[Start of Attachment]

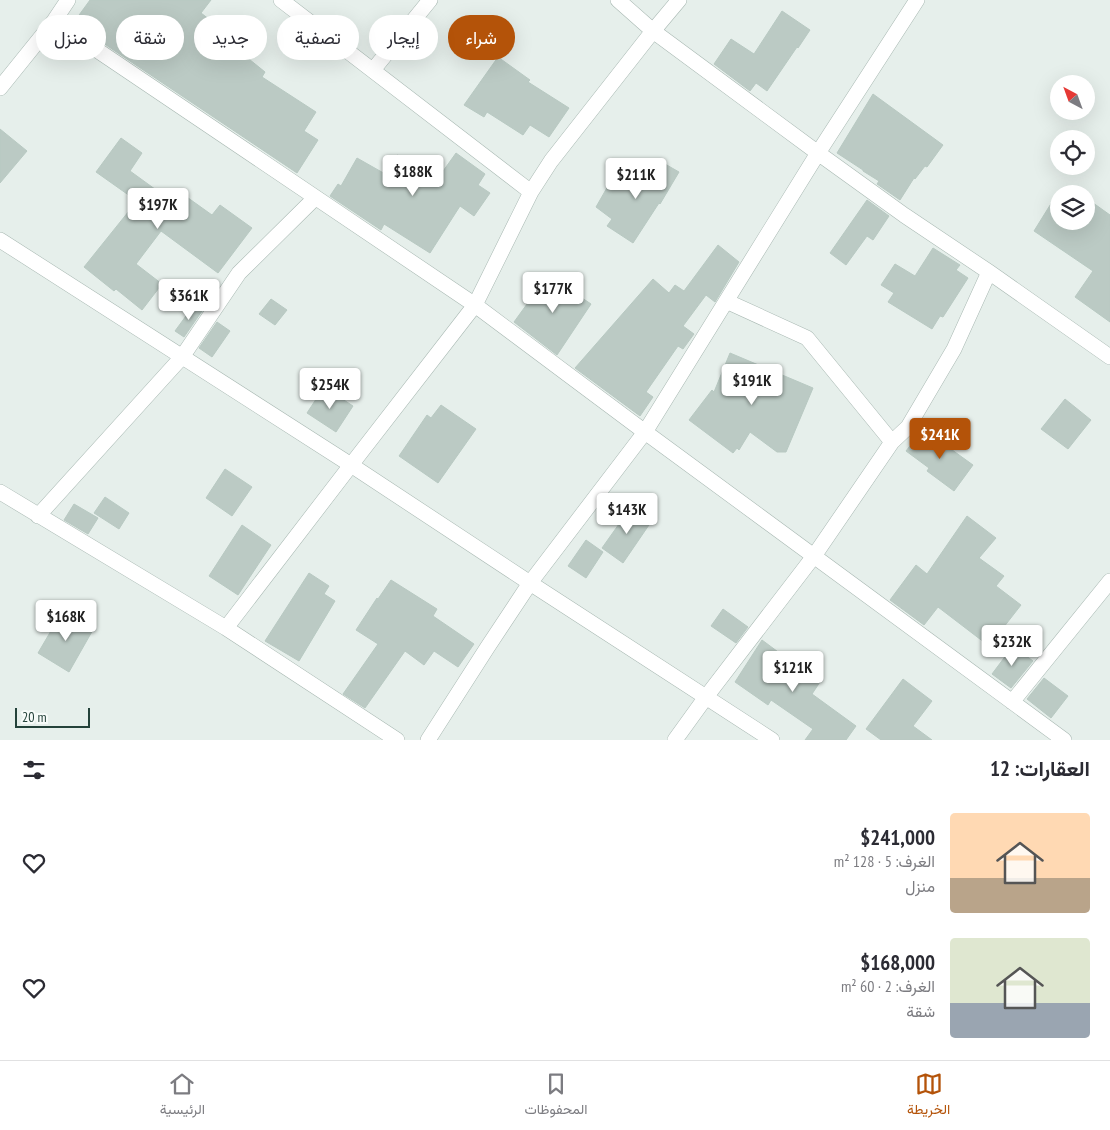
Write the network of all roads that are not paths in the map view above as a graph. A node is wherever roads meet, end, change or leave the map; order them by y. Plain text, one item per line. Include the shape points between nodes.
1 (68, 0) edge
2 (281, 0) edge
3 (430, 0) edge
4 (618, 0) edge
5 (679, 0) edge
6 (917, 0) edge
7 (58, 15) edge
8 (653, 30) junction
9 (36, 43) edge
10 (106, 56) edge
11 (373, 70) junction
12 (0, 88) edge
13 (818, 153) junction
14 (530, 192) junction
15 (316, 198) junction
16 (0, 240) edge
17 (989, 272) junction
18 (726, 300) junction
19 (475, 305) junction
20 (1110, 357) edge
21 (182, 358) junction
22 (645, 432) junction
23 (892, 442) junction
24 (351, 465) junction
25 (0, 492) edge
26 (38, 516) junction
27 (814, 556) junction
28 (1110, 581) edge
29 (530, 583) junction
30 (226, 628) junction
31 (706, 697) junction
32 (1012, 702) junction
33 (397, 740) edge
34 (428, 740) edge
35 (675, 740) edge
36 (772, 740) edge
37 (1064, 740) edge

1 - 7 street
2 - 11 street
3 - 11 street
4 - 8 street
5 - 8 street
6 - 13 street
8 - 13 street
8 - 14 street
9 - 12 street
10 - 15 street
11 - 14 street
13 - 17 street
13 - 18 street
14 - 19 street
15 - 19 street
15 - 21 street via 239,273
16 - 21 street
17 - 20 street
17 - 23 street via 954,348 908,426
18 - 22 street
18 - 23 street via 807,338
19 - 22 street
19 - 24 street
21 - 24 street
21 - 26 street
22 - 27 street
22 - 29 street
23 - 27 street
24 - 29 street
24 - 30 street
25 - 26 street
26 - 30 street
27 - 31 street
27 - 32 street
28 - 32 street
29 - 31 street
29 - 34 street
30 - 33 street
31 - 35 street
31 - 36 street
32 - 37 street

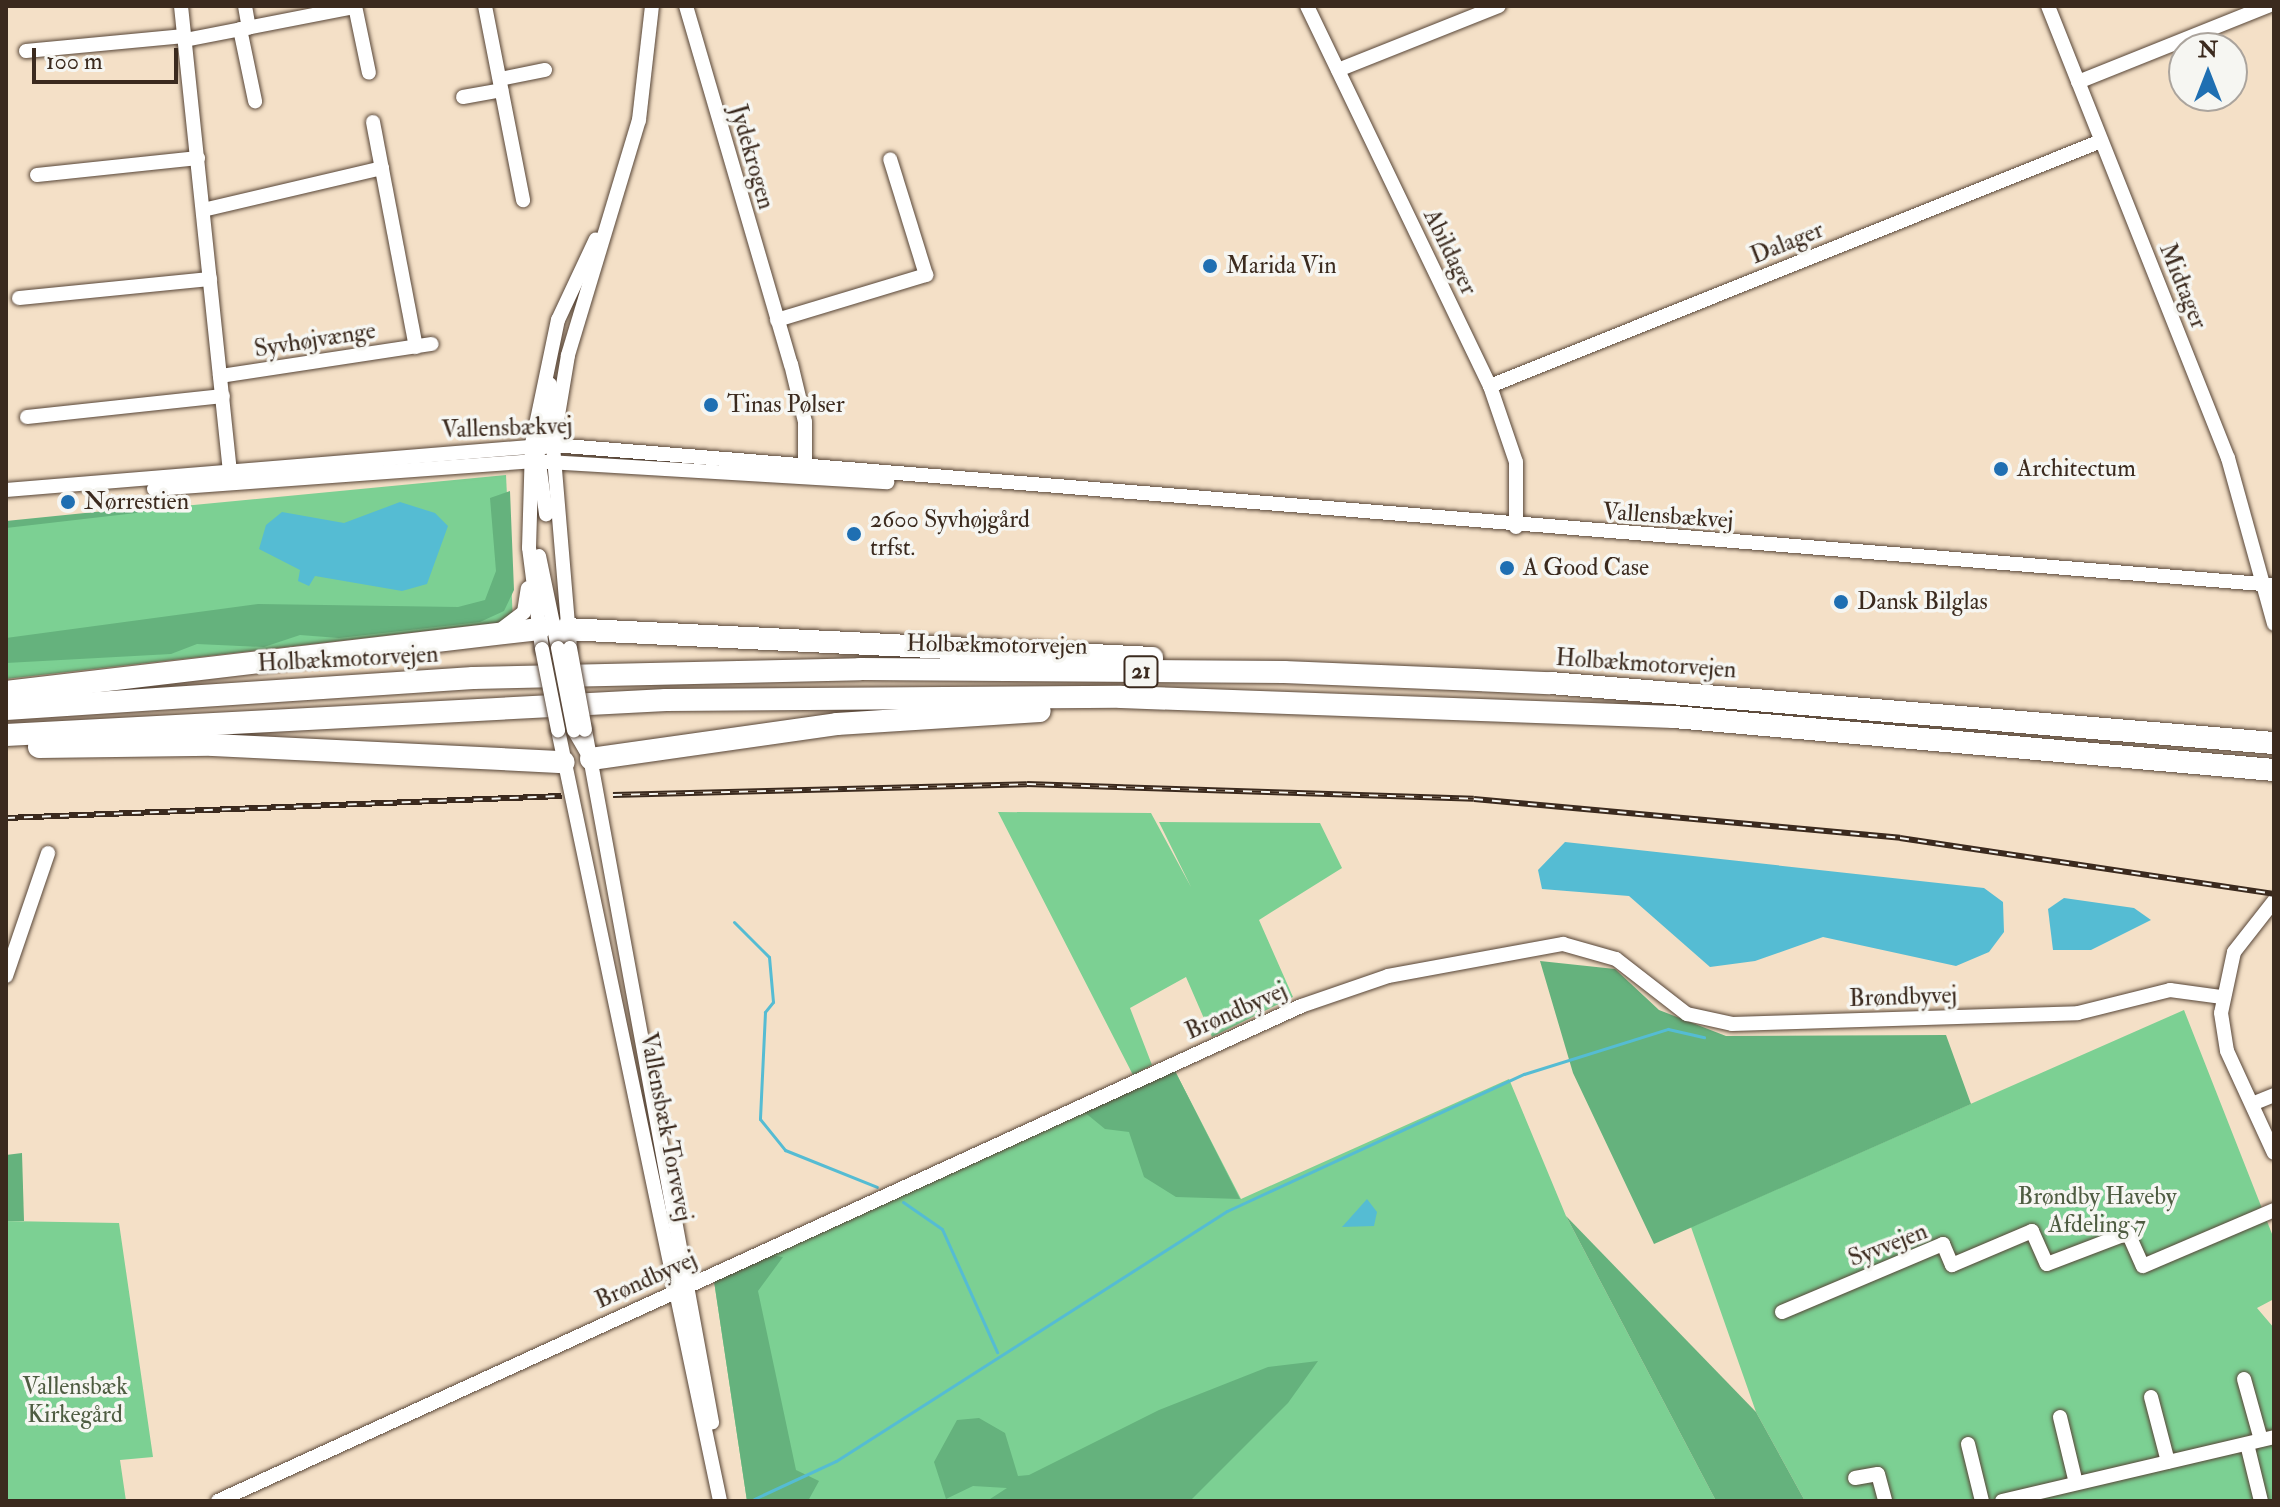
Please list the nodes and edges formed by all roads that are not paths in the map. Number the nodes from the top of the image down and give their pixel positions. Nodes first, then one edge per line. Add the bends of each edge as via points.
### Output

[End of Attachment]

§ **EXERCISE**
For each record above, write out its text exactly and skip any picture.

§ **RESULT**
Write the network of all roads that are not paths in the map view above as a graph. A node is wherever roads meet, end, change or leave the map; order them by y. Plain text, one item per line. Include the shape points between nodes.
1 (68, 0) edge
2 (281, 0) edge
3 (430, 0) edge
4 (618, 0) edge
5 (679, 0) edge
6 (917, 0) edge
7 (58, 15) edge
8 (653, 30) junction
9 (36, 43) edge
10 (106, 56) edge
11 (373, 70) junction
12 (0, 88) edge
13 (818, 153) junction
14 (530, 192) junction
15 (316, 198) junction
16 (0, 240) edge
17 (989, 272) junction
18 (726, 300) junction
19 (475, 305) junction
20 (1110, 357) edge
21 (182, 358) junction
22 (645, 432) junction
23 (892, 442) junction
24 (351, 465) junction
25 (0, 492) edge
26 (38, 516) junction
27 (814, 556) junction
28 (1110, 581) edge
29 (530, 583) junction
30 (226, 628) junction
31 (706, 697) junction
32 (1012, 702) junction
33 (397, 740) edge
34 (428, 740) edge
35 (675, 740) edge
36 (772, 740) edge
37 (1064, 740) edge

1 - 7 street
2 - 11 street
3 - 11 street
4 - 8 street
5 - 8 street
6 - 13 street
8 - 13 street
8 - 14 street
9 - 12 street
10 - 15 street
11 - 14 street
13 - 17 street
13 - 18 street
14 - 19 street
15 - 19 street
15 - 21 street via 239,273
16 - 21 street
17 - 20 street
17 - 23 street via 954,348 908,426
18 - 22 street
18 - 23 street via 807,338
19 - 22 street
19 - 24 street
21 - 24 street
21 - 26 street
22 - 27 street
22 - 29 street
23 - 27 street
24 - 29 street
24 - 30 street
25 - 26 street
26 - 30 street
27 - 31 street
27 - 32 street
28 - 32 street
29 - 31 street
29 - 34 street
30 - 33 street
31 - 35 street
31 - 36 street
32 - 37 street

Please list the nodes and edges formed by all roads that are not paths in the map. Number the nodes from the top of the image down and give their pixel positions. Nodes first, then one edge per line. Add the bends of each edge as via points.
### Output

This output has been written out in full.